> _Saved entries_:
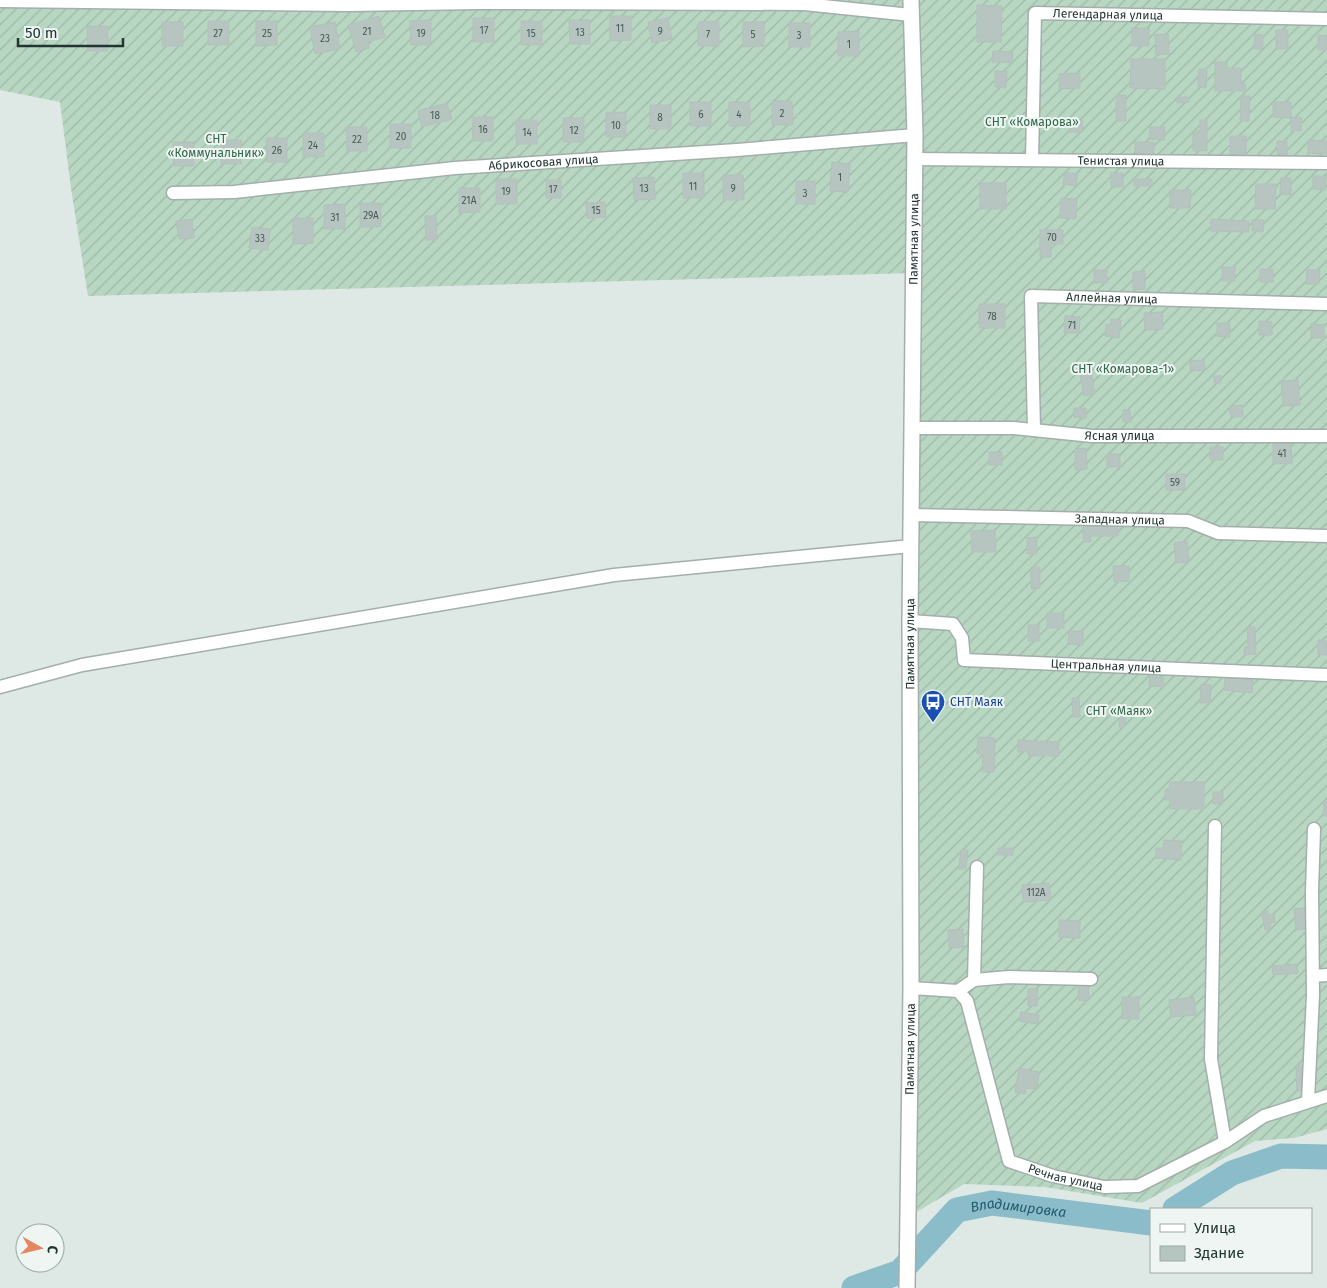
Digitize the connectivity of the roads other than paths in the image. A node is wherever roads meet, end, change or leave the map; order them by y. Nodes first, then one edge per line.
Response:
1 (0, 0) edge
2 (804, 2) edge
3 (911, 7) edge
4 (1327, 19) edge
5 (915, 135) junction
6 (915, 159) junction
7 (1032, 160) junction
8 (1327, 163) edge
9 (173, 193) dead end
10 (1327, 304) edge
11 (912, 428) junction
12 (1034, 430) junction
13 (1327, 436) edge
14 (911, 516) junction
15 (1327, 536) edge
16 (911, 546) junction
17 (910, 620) junction
18 (1327, 675) edge
19 (0, 687) edge
20 (1216, 826) dead end
21 (1314, 829) dead end
22 (977, 867) dead end
23 (1313, 976) junction
24 (1327, 976) edge
25 (1091, 979) dead end
26 (974, 980) junction
27 (911, 988) junction
28 (958, 991) junction
29 (1327, 1096) edge
30 (1308, 1101) junction
31 (1225, 1142) junction
32 (908, 1288) edge

1 - 2 street
2 - 3 street
3 - 5 street, Памятная улица
4 - 7 street, Легендарная улица
5 - 6 street, Памятная улица
5 - 9 street, Абрикосовая улица
6 - 7 street, Тенистая улица
6 - 11 street, Памятная улица
7 - 8 street, Тенистая улица
10 - 12 street, Аллейная улица
11 - 12 street, Ясная улица
11 - 14 street, Памятная улица
12 - 13 street, Ясная улица
14 - 15 street, Западная улица
14 - 16 street, Памятная улица
16 - 17 street, Памятная улица
16 - 19 street
17 - 18 street, Центральная улица
17 - 27 street, Памятная улица
20 - 31 street
21 - 23 street
22 - 26 street
23 - 24 street
23 - 30 street
25 - 26 street
26 - 28 street
27 - 28 street
27 - 32 street, Памятная улица
28 - 31 street, Речная улица
29 - 30 street, Речная улица
30 - 31 street, Речная улица

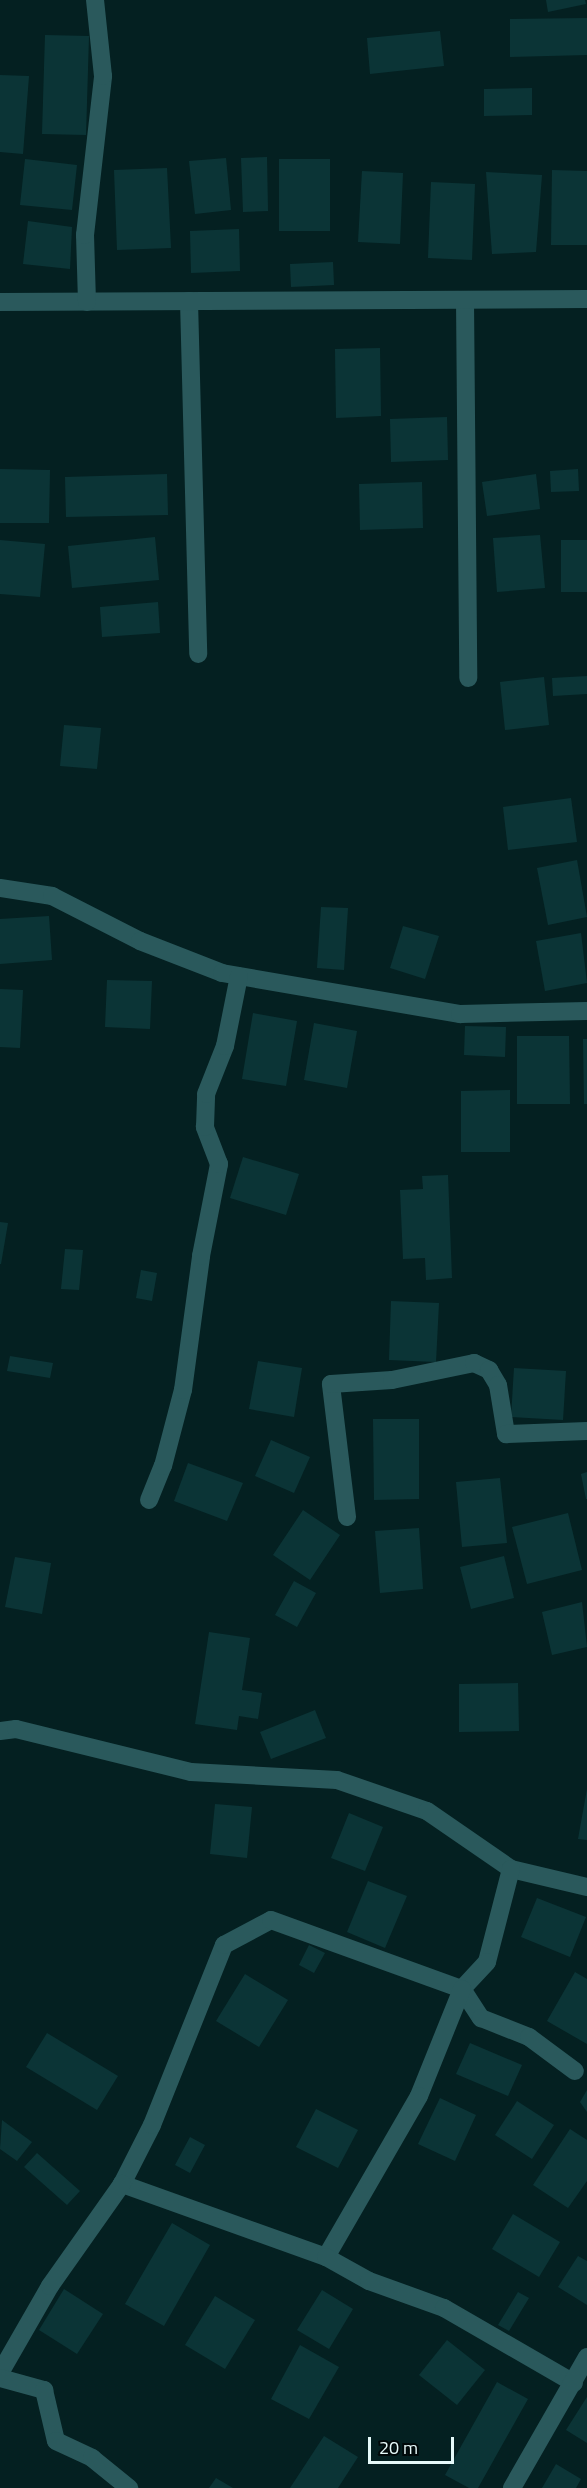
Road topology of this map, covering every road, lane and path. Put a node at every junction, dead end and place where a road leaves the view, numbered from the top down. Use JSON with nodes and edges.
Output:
{"nodes":[{"id":1,"x":95,"y":0,"type":"edge"},
{"id":2,"x":587,"y":299,"type":"edge"},
{"id":3,"x":465,"y":300,"type":"junction"},
{"id":4,"x":189,"y":301,"type":"junction"},
{"id":5,"x":0,"y":302,"type":"edge"},
{"id":6,"x":87,"y":302,"type":"junction"},
{"id":7,"x":198,"y":654,"type":"dead end"},
{"id":8,"x":468,"y":678,"type":"dead end"},
{"id":9,"x":0,"y":888,"type":"edge"},
{"id":10,"x":238,"y":976,"type":"junction"},
{"id":11,"x":587,"y":1011,"type":"edge"},
{"id":12,"x":587,"y":1431,"type":"edge"},
{"id":13,"x":149,"y":1500,"type":"dead end"},
{"id":14,"x":347,"y":1517,"type":"dead end"},
{"id":15,"x":0,"y":1731,"type":"edge"},
{"id":16,"x":511,"y":1869,"type":"junction"},
{"id":17,"x":587,"y":1887,"type":"edge"},
{"id":18,"x":462,"y":1989,"type":"junction"},
{"id":19,"x":575,"y":2071,"type":"dead end"},
{"id":20,"x":122,"y":2184,"type":"junction"},
{"id":21,"x":326,"y":2257,"type":"junction"},
{"id":22,"x":587,"y":2358,"type":"edge"},
{"id":23,"x":0,"y":2373,"type":"edge"},
{"id":24,"x":0,"y":2378,"type":"edge"},
{"id":25,"x":574,"y":2383,"type":"junction"},
{"id":26,"x":129,"y":2488,"type":"edge"},
{"id":27,"x":513,"y":2488,"type":"edge"}],
"edges":[{"from":1,"to":6,"type":"street"},
{"from":2,"to":3,"type":"street"},
{"from":3,"to":4,"type":"street"},
{"from":3,"to":8,"type":"street"},
{"from":4,"to":6,"type":"street"},
{"from":4,"to":7,"type":"street"},
{"from":5,"to":6,"type":"street"},
{"from":9,"to":10,"type":"street"},
{"from":10,"to":11,"type":"street"},
{"from":10,"to":13,"type":"street"},
{"from":12,"to":14,"type":"street"},
{"from":15,"to":16,"type":"street"},
{"from":16,"to":17,"type":"street"},
{"from":16,"to":18,"type":"street"},
{"from":18,"to":19,"type":"street"},
{"from":18,"to":20,"type":"street"},
{"from":18,"to":21,"type":"street"},
{"from":20,"to":21,"type":"street"},
{"from":20,"to":23,"type":"street"},
{"from":21,"to":25,"type":"street"},
{"from":22,"to":25,"type":"street"},
{"from":24,"to":26,"type":"street"},
{"from":25,"to":27,"type":"street"}]}
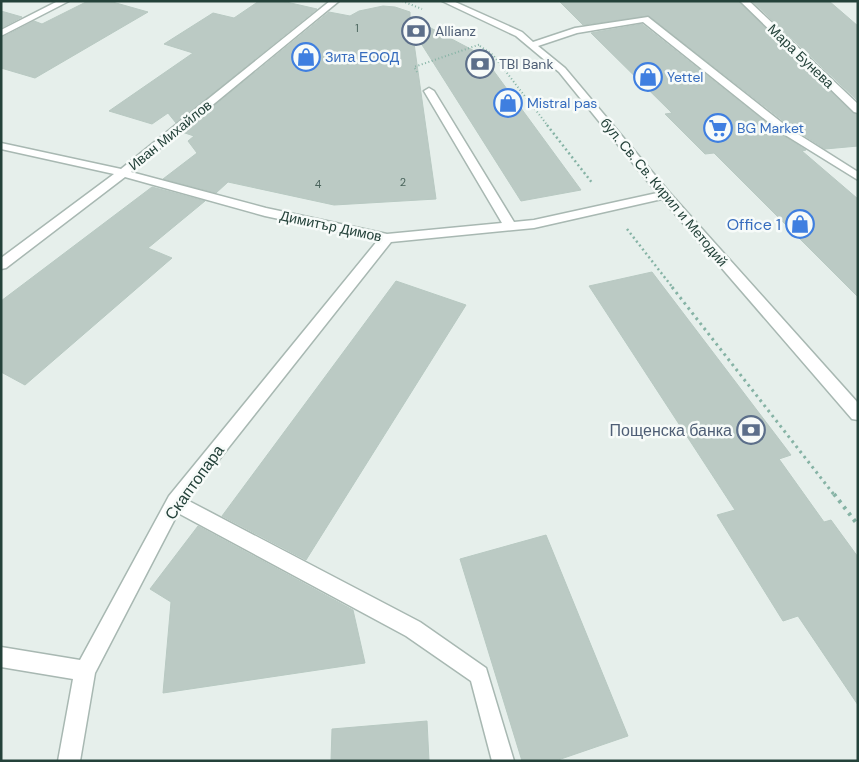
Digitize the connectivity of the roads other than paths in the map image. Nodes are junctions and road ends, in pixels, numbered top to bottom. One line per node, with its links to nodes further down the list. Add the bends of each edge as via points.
1 (66, 1): 5 (street)
2 (335, 1): 10 (street, Иван Михайлов)
3 (446, 1): 6 (street, бул. Св. Св. Кирил и Методий, via 515,32)
4 (744, 1): 8 (street, Мара Бунева)
5 (1, 33)
6 (532, 45): 11 (street, via 575,31 645,19 786,131); 12 (street, бул. Св. Св. Кирил и Методий, via 562,70)
7 (429, 91): 13 (street)
8 (858, 110)
9 (1, 146): 10 (street, Димитър Димов)
10 (123, 173): 14 (street, Димитър Димов, via 266,212); 15 (street, Иван Михайлов)
11 (858, 178)
12 (665, 195): 13 (street, Димитър Димов, via 534,224); 16 (street, бул. Св. Св. Кирил и Методий)
13 (510, 226): 14 (street, Димитър Димов)
14 (387, 238): 17 (street, Скаптопара)
15 (1, 265)
16 (858, 414)
17 (175, 502): 19 (street, Скаптопара); 21 (street, via 413,629 479,675)
18 (1, 657): 19 (street)
19 (85, 671): 20 (street, Скаптопара)
20 (69, 761)
21 (503, 761)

> _Exercise goal_:
Your answer should be a single number: the count of lines in the records that contain "Digitize".

> _Answer to the exercise_:
2